Relying on Wells, the Fourth Circuit explicitly rejected a risk of loss element. Elliot explained that Wells held that a false statement “need not be material to a financial institution's decision to advance or loan funds.” 332 F.3d at 764. If a false statement violates the statute even if it cannot influence any financial decision, then, Elliot concluded, there can be no requirement of risk of financial loss. See id. “Because materiality is not an essential element of § 1014, it would be nonsensical for us to require the Government to nonetheless prove that the financial institution faced a risk of financial loss.” Id. The Fourth Circuit's decision is consistent with that of the pre-Wells opinion by the Third Circuit in United States v. Yoo, which explained, “[Defendant's] additional argument that § 1014 does not apply here because in this case there was no risk of loss to any federally insured bank, disregards established precedent. Damage or the risk of damage to an insured bank is not an element of § 1014.” 833 F.2d 488, 490 n. 2 (3d Cir.1987) (citations omitted).
Relatedly, the Fifth, Seventh, and Tenth Circuits have all held that actual loss is not an element of § 1014. See United States v.. Lane, 323 F.3d 568, 583 (7th Cir.2003) (“[M]uch like materiality, loss is not an element under § 1014.”); United States v. Grissom, 44 F.3d 1507, 1511 (10th Cir.1995) (“The defendant need not have intended to harm the bank or to personally profit, and the bank need not have suffered actual loss in order to sustain [§ 1014] convictions.”) (citation omitted); United States v. Waldrip, 981 F.2d 799, 806 (5th Cir.1993) (“Loss need not be proven to convict a defendant for ․ making a false statement to a bank․”).
Our court has not previously addressed the issue, but we have no reason to disagree with our sister circuits, because the plain language of § 1014 imposes no risk of loss requirement.

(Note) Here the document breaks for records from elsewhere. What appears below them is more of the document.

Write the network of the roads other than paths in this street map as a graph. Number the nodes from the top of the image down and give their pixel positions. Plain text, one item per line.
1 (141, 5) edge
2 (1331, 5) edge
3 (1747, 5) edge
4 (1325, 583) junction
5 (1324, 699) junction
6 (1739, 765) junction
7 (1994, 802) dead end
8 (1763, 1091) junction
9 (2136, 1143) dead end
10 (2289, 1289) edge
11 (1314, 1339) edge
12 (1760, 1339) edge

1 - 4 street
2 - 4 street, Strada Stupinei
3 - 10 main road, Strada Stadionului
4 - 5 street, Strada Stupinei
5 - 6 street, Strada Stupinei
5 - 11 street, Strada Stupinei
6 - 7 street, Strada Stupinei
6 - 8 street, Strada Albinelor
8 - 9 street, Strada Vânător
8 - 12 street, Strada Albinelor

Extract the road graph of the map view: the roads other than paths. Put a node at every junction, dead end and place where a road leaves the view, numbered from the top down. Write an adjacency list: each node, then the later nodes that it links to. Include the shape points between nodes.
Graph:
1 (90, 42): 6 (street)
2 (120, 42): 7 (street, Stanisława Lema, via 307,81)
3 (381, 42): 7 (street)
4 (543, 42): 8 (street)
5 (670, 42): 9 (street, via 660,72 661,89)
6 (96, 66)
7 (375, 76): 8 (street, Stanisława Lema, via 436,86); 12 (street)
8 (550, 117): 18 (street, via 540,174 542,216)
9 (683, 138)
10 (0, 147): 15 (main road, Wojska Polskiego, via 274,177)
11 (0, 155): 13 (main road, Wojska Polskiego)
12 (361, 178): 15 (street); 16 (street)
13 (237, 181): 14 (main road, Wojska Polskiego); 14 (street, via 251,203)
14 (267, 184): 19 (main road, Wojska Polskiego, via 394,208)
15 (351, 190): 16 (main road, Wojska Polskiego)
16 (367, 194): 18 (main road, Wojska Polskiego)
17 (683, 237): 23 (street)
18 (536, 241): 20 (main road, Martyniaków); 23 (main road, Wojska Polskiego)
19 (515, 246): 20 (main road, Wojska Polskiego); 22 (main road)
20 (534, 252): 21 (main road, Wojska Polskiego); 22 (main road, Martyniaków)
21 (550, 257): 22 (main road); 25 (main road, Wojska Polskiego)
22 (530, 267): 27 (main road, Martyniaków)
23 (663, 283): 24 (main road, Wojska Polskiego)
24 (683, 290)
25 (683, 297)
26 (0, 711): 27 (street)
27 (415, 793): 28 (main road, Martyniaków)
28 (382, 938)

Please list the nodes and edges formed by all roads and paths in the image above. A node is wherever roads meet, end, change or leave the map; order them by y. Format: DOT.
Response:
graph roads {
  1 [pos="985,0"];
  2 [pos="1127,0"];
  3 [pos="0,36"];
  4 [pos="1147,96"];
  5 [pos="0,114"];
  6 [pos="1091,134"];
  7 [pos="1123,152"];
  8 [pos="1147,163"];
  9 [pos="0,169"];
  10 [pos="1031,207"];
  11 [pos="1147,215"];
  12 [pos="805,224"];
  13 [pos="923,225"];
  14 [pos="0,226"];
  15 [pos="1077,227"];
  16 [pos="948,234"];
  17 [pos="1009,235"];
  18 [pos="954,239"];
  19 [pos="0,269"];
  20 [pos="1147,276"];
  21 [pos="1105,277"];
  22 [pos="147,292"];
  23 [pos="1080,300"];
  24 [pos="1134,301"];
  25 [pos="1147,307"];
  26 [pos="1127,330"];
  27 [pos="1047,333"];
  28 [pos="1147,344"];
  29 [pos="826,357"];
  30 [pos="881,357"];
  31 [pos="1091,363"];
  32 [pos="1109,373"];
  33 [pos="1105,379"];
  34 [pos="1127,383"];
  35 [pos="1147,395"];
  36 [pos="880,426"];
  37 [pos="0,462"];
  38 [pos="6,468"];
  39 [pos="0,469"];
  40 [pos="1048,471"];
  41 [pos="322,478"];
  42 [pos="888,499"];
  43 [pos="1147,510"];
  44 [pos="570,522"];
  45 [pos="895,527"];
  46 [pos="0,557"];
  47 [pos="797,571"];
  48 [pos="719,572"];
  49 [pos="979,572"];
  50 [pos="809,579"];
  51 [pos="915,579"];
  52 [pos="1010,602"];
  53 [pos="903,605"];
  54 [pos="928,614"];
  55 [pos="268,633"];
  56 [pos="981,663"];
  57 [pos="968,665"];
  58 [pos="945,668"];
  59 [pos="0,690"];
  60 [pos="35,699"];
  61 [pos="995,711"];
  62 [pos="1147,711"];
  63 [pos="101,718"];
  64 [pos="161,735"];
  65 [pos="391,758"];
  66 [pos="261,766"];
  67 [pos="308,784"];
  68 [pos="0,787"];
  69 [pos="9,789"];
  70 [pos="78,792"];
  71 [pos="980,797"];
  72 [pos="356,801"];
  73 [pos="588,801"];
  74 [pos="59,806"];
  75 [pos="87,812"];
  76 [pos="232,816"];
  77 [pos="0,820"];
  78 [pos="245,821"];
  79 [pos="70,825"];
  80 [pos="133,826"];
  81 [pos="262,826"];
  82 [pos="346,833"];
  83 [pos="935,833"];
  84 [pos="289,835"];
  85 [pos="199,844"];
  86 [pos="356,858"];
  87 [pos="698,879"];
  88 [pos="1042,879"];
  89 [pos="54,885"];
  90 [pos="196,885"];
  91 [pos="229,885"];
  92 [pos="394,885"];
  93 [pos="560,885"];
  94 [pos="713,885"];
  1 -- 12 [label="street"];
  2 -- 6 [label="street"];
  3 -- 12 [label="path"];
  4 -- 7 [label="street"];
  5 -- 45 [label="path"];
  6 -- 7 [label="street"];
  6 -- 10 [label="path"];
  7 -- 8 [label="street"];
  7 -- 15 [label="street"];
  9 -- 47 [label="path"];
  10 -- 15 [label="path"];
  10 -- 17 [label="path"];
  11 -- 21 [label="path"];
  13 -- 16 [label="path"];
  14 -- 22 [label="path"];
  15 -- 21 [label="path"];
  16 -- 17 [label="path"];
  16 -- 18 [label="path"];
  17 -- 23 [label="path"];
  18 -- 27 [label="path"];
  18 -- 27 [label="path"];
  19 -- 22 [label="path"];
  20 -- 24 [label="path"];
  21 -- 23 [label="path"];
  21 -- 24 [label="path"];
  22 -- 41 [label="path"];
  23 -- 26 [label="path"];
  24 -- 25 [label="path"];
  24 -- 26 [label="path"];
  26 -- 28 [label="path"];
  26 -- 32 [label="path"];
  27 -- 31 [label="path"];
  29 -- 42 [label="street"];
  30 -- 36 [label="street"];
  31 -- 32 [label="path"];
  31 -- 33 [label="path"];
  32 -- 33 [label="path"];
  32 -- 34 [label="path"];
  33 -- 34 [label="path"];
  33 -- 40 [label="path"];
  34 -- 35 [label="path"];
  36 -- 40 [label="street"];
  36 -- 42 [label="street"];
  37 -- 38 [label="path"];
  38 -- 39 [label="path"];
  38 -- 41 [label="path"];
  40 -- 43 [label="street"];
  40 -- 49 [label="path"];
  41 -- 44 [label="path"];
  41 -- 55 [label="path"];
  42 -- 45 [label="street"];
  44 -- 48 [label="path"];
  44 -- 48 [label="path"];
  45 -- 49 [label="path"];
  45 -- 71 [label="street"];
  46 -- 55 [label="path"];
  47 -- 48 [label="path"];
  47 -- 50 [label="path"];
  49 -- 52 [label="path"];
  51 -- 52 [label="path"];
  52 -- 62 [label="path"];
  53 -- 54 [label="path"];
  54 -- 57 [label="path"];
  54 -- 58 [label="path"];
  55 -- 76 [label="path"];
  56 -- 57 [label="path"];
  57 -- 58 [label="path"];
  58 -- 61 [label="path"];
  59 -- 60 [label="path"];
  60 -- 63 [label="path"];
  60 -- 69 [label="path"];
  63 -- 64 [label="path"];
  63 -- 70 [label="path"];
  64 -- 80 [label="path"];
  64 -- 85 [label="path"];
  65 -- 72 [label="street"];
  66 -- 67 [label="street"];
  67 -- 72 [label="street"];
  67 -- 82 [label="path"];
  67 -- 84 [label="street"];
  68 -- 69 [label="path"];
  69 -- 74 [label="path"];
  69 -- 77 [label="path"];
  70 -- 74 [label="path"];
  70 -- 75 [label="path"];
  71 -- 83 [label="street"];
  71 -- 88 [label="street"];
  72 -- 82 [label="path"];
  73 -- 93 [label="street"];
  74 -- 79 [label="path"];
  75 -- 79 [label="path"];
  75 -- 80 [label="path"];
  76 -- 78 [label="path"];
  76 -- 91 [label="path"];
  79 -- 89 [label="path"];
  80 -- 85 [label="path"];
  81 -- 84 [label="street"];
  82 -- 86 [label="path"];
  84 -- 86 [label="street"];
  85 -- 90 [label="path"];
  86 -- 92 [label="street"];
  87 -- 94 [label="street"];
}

Congress could legitimately have been concerned about banks' ability to detect identity theft and ensure the correct identity of their customers, regardless of whether the banks were also exposed to potential liability. We therefore hold that proof of a risk of loss to a financial institution is not required for conviction of making a false statement in violation of § 1014.